> **Given entries**
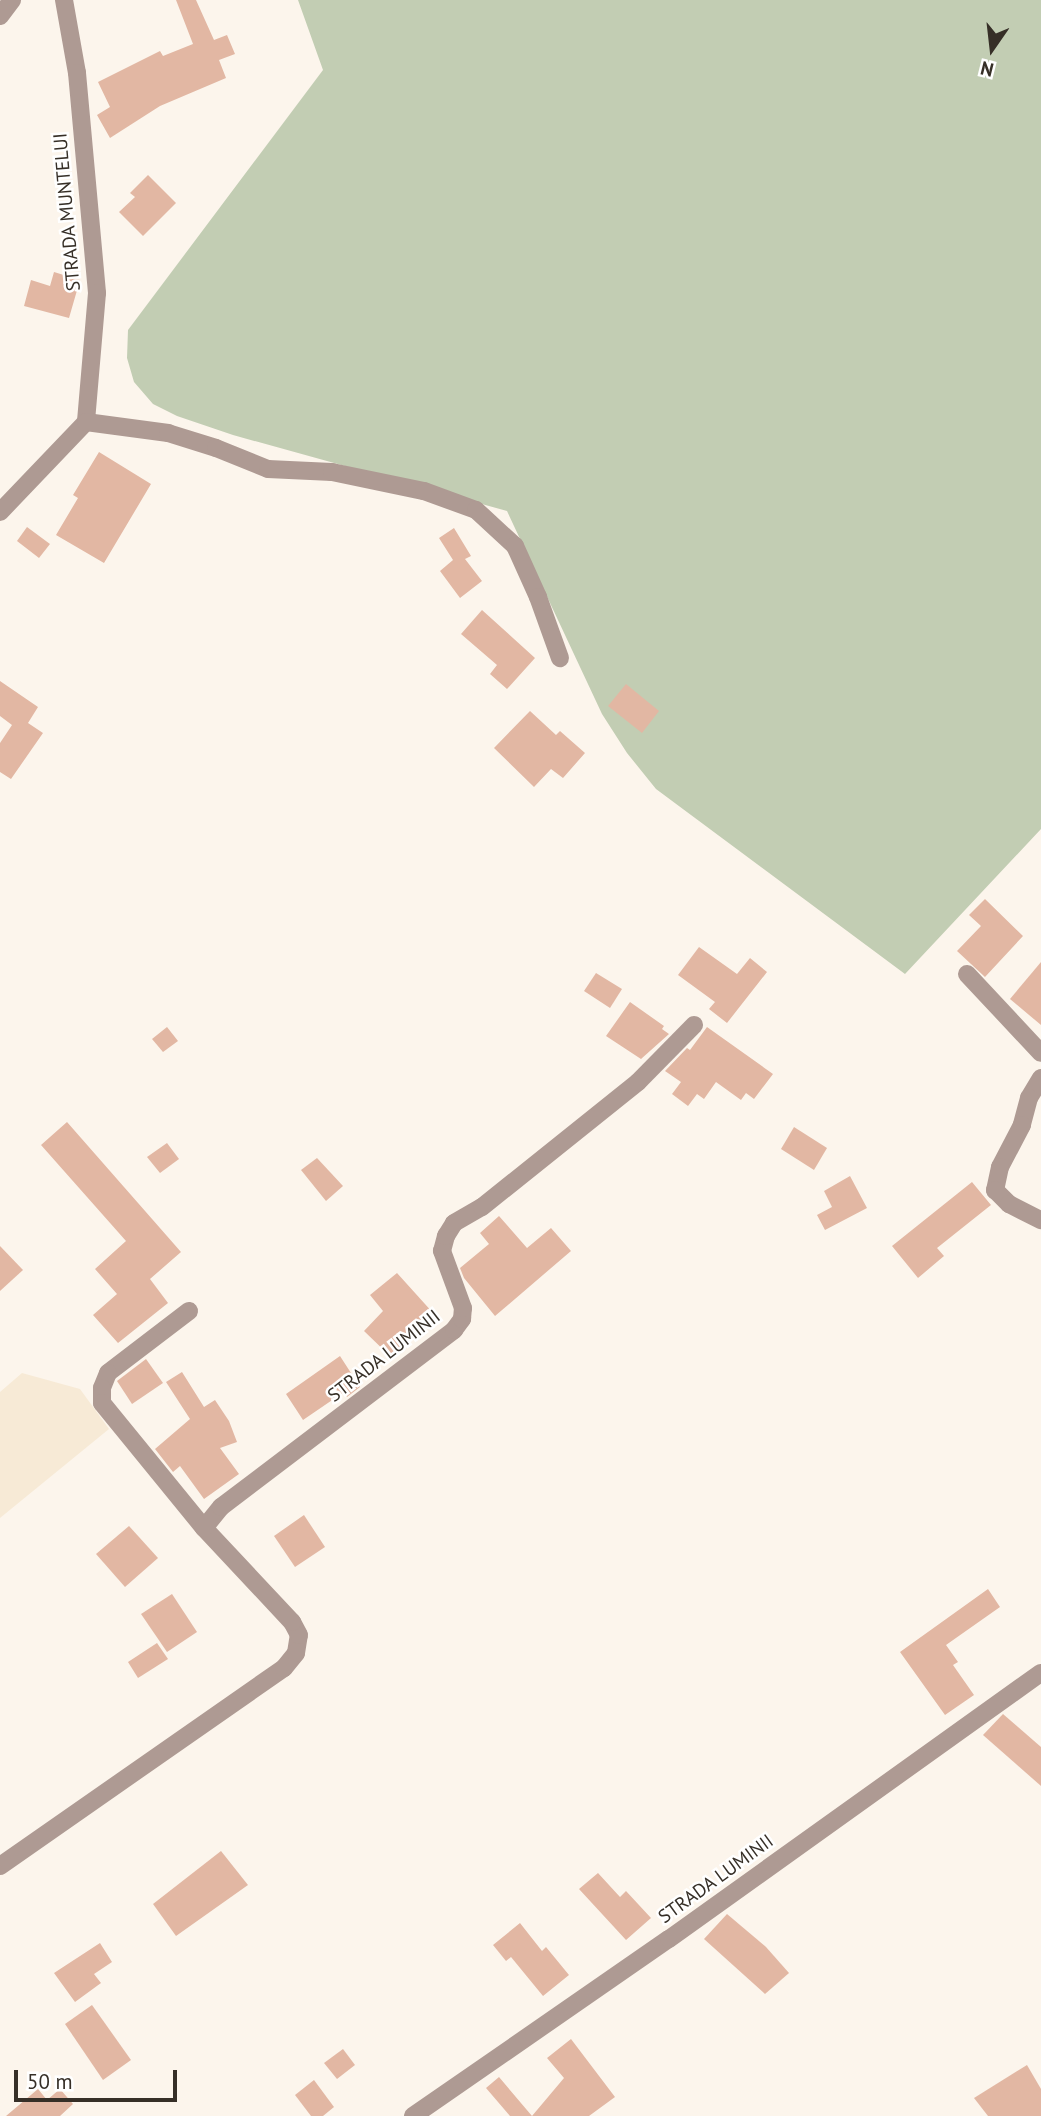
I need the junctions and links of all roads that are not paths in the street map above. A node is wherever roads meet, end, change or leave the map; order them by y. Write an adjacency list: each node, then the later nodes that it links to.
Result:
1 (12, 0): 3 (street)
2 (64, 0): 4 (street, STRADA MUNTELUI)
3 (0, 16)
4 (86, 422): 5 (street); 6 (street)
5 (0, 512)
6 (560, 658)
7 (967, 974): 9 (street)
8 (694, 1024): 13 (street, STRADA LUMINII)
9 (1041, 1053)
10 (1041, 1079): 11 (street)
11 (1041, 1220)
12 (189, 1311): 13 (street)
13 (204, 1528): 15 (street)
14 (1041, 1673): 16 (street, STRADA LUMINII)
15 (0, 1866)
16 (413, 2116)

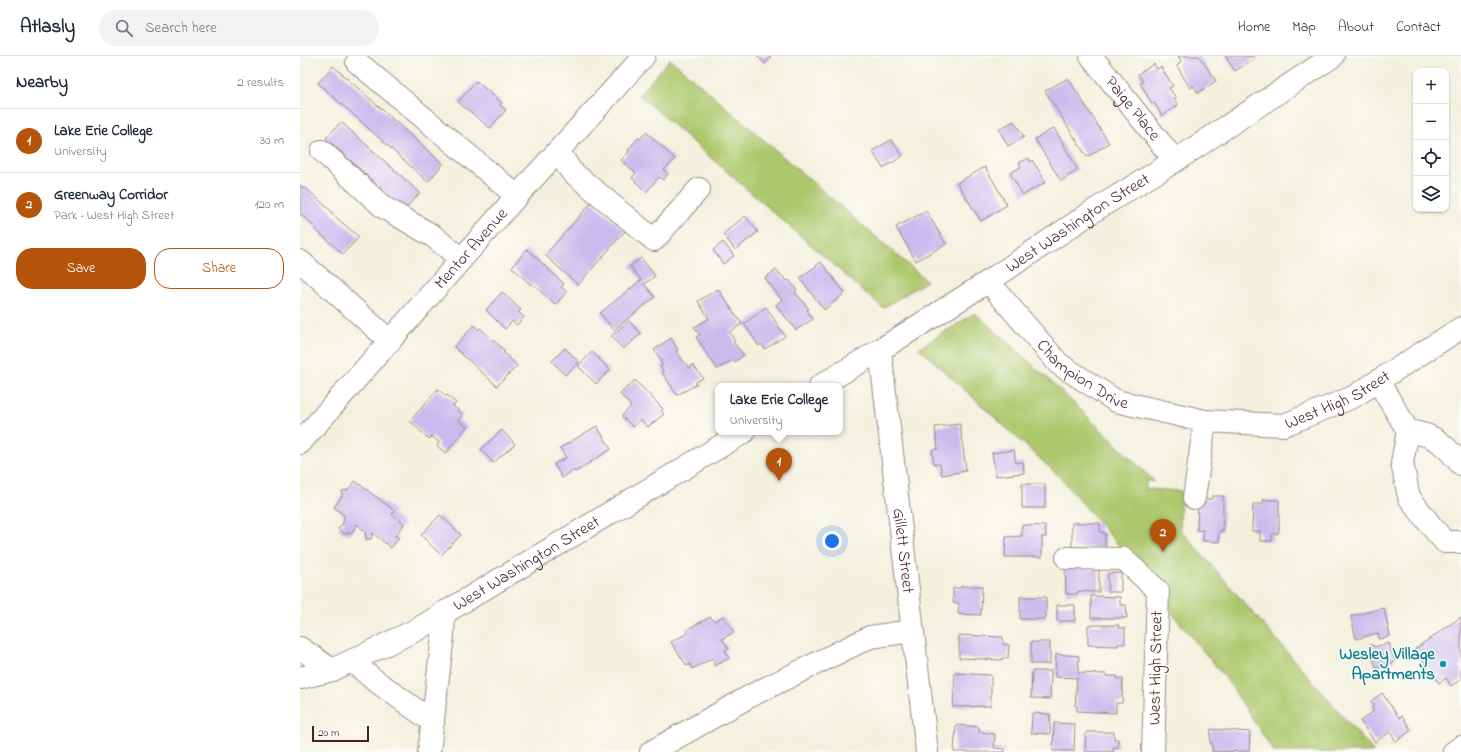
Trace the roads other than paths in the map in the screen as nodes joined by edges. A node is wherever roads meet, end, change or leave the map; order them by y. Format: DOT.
* * *
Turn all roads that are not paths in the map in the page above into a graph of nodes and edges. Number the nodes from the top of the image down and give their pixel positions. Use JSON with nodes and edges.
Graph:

> **How to complete this task**
Across the entries above, state how many lines include the string "nodes", with no other text.

> **Answer**
3